Esta edição de Investidor Institucional traz o ranking dos melhores fundos para institucionais, um trabalho que analisa e compara um grupo de fundos voltados aos fundos de pensão e RPPS. Fazemos esse ranking há cerca de 20 anos, porém até a edição anterior pedíamos aos gestores que indicassem os seus fundos adequados às legislações específicas desses dois segmentos, incluindo os produtos estruturados.

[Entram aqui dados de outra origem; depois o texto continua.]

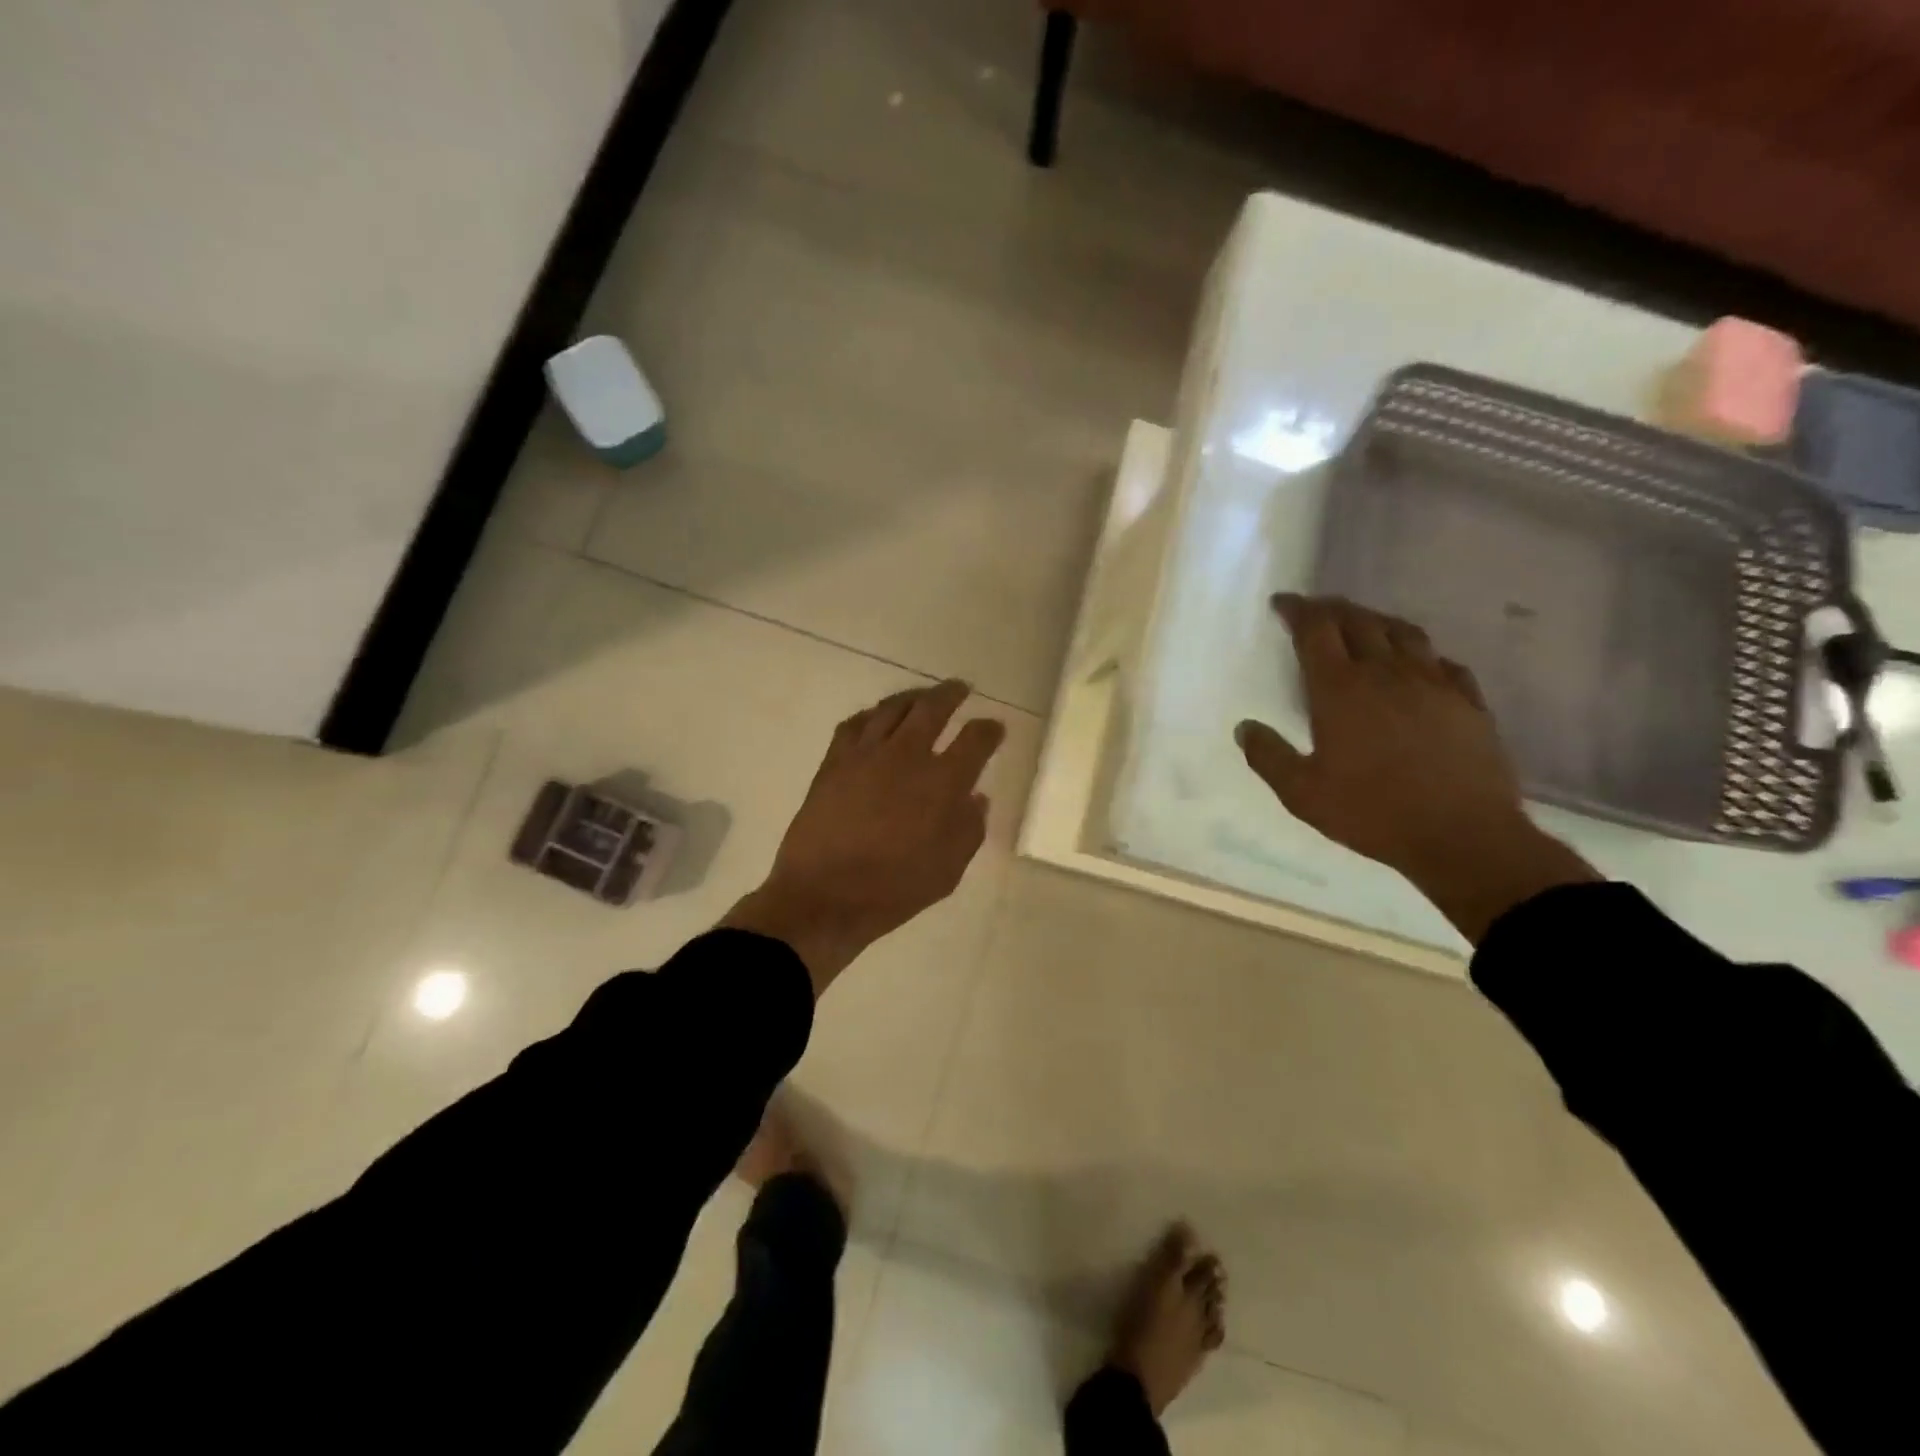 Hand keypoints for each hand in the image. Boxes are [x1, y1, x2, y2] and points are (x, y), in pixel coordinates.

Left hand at [724, 680, 1005, 991]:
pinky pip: (854, 724)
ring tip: (921, 695)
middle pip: (933, 708)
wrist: (825, 896)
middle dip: (951, 694)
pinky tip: (875, 718)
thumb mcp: (948, 870)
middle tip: (960, 688)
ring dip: (912, 696)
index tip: (994, 728)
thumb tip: (976, 798)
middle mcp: (907, 756)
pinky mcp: (834, 761)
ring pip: (892, 708)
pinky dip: (871, 715)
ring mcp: (866, 754)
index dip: (989, 730)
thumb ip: (969, 829)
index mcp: (942, 782)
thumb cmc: (894, 889)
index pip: (975, 740)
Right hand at [1236, 594, 1595, 942]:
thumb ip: (1268, 757)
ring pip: (1403, 633)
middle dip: (1332, 608)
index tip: (1282, 603)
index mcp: (1340, 690)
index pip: (1315, 630)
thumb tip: (1244, 728)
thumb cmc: (1372, 812)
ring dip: (1376, 620)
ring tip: (1363, 623)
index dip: (1297, 610)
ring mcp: (1434, 684)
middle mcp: (1386, 673)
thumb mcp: (1302, 794)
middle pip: (1358, 621)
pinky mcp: (1468, 702)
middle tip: (1315, 608)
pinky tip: (1420, 665)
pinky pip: (1443, 662)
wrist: (1463, 836)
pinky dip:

Sempre nos pareceu, entretanto, que esse não era o melhor método, uma vez que a comunicação com os gestores nem sempre é um processo perfeito e às vezes, por falhas nesse processo, acabávamos deixando alguns gestores, com seus fundos, fora do ranking.
Nesta edição esse processo foi invertido. Ao invés de pedirmos aos gestores que nominassem seus fundos adequados aos institucionais nós adotamos uma ferramenta robótica da consultoria ComDinheiro, que pesquisa em todos os fundos do mercado a presença de cotistas fundos de pensão ou RPPS. Havendo recursos de um desses institucionais no fundo ele é selecionado para análise, não havendo como ficar de fora. Alguns fundos aderentes às resoluções específicas desses dois segmentos, porém ainda sem aplicações de nenhum deles, não é selecionado.
Essa é a principal mudança desse ranking em relação ao anterior, além do fato de termos estabelecido uma parceria com a ComDinheiro que passa a ser a empresa encarregada de fazer a análise e a classificação dos fundos. Os critérios, estabelecidos por Investidor Institucional, são os mesmos dos rankings anteriores.
Além do ranking dos melhores fundos essa edição traz uma entrevista ping-pong com o superintendente da Previc, Fábio Coelho, na qual ele fala sobre a situação do sistema de previdência complementar ao final dos primeiros 9 meses do ano passado. Tem também uma reportagem sobre a redução das metas atuariais pelas fundações, para fazer face a uma situação de juros decrescentes e retorno dos investimentos que dependem da renda fixa também descrescentes. Além de ser uma situação que força os dirigentes das fundações a diversificar as carteiras de investimento, força-os também a mexer na meta atuarial. Esse é sempre um processo doloroso.